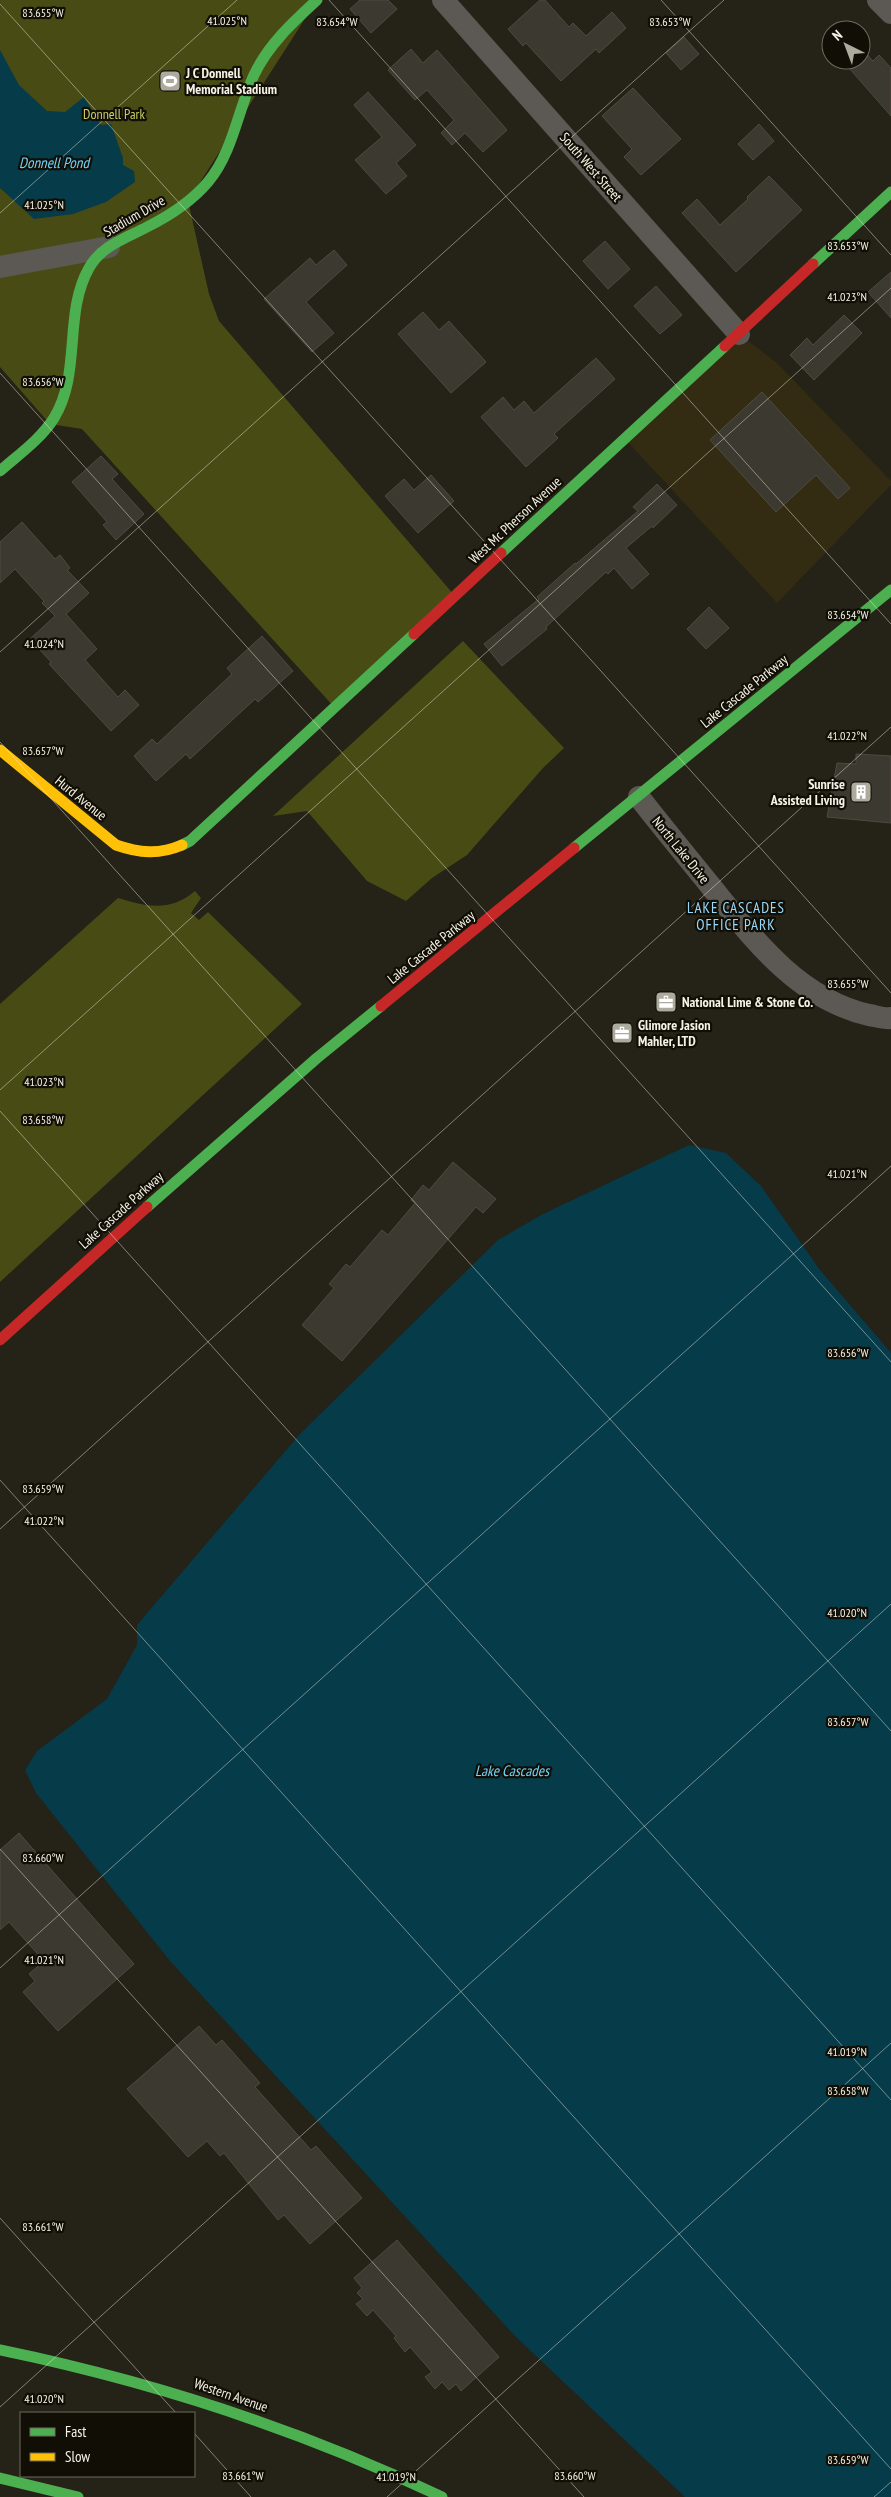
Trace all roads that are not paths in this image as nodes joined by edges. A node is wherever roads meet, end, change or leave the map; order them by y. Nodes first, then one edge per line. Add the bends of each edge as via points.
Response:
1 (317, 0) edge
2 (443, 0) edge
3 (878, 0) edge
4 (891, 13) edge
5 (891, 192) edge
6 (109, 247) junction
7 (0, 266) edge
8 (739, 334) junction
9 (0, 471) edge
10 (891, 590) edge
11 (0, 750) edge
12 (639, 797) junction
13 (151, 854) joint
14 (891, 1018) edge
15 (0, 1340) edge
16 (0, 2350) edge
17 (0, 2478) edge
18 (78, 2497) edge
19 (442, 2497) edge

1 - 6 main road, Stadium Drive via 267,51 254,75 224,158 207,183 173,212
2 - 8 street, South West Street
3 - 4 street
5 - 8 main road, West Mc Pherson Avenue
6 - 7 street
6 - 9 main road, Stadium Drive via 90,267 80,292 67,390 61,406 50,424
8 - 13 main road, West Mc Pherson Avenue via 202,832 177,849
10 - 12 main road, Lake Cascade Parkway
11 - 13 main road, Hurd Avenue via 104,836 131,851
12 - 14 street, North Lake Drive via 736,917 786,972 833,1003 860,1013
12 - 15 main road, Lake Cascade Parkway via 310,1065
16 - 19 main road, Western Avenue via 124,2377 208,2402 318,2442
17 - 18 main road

==============================

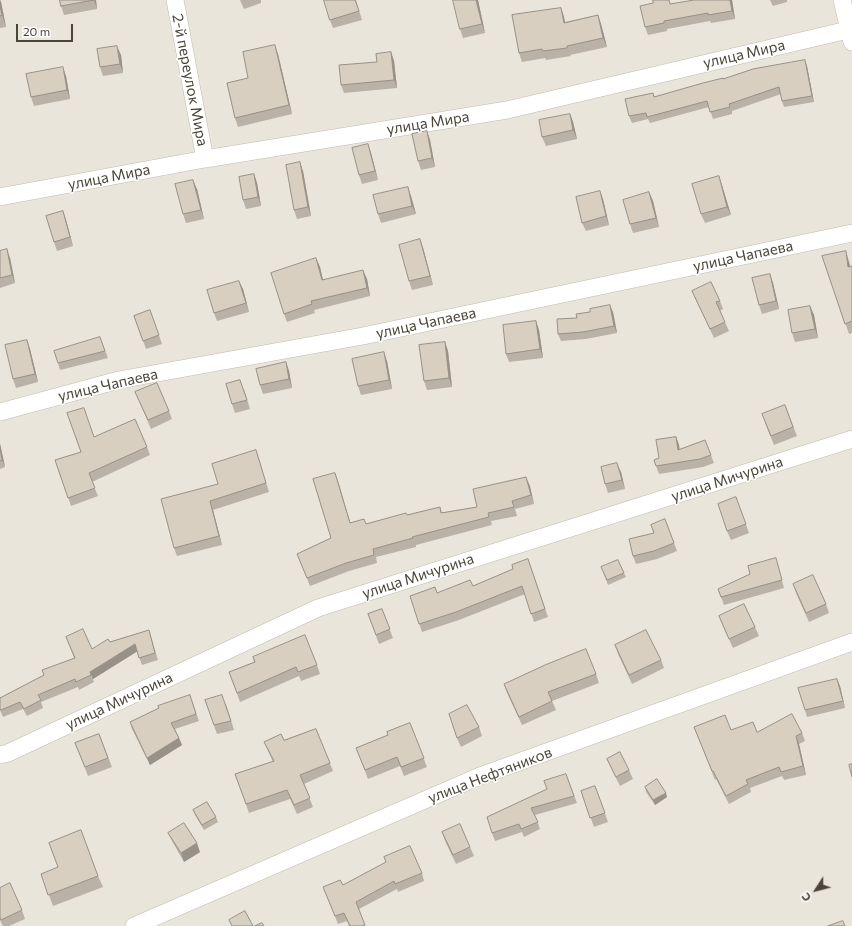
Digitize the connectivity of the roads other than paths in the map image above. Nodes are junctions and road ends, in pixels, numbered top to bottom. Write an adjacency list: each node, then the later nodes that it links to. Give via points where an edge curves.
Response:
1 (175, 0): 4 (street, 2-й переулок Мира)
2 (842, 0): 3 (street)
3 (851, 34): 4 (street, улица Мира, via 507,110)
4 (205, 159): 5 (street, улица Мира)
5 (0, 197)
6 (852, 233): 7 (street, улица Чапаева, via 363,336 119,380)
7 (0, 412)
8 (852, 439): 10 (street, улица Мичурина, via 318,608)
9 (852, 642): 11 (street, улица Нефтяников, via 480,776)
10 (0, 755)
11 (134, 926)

==============================

- Brief: Among the records, find every line holding the word "that" and copy it.

- Reply:
Trace all roads that are not paths in this image as nodes joined by edges. A node is wherever roads meet, end, change or leave the map; order them by y. Nodes first, then one edge per line. Add the bends of each edge as via points.
Digitize the connectivity of the roads other than paths in the map image above. Nodes are junctions and road ends, in pixels, numbered top to bottom. Write an adjacency list: each node, then the later nodes that it links to. Give via points where an edge curves.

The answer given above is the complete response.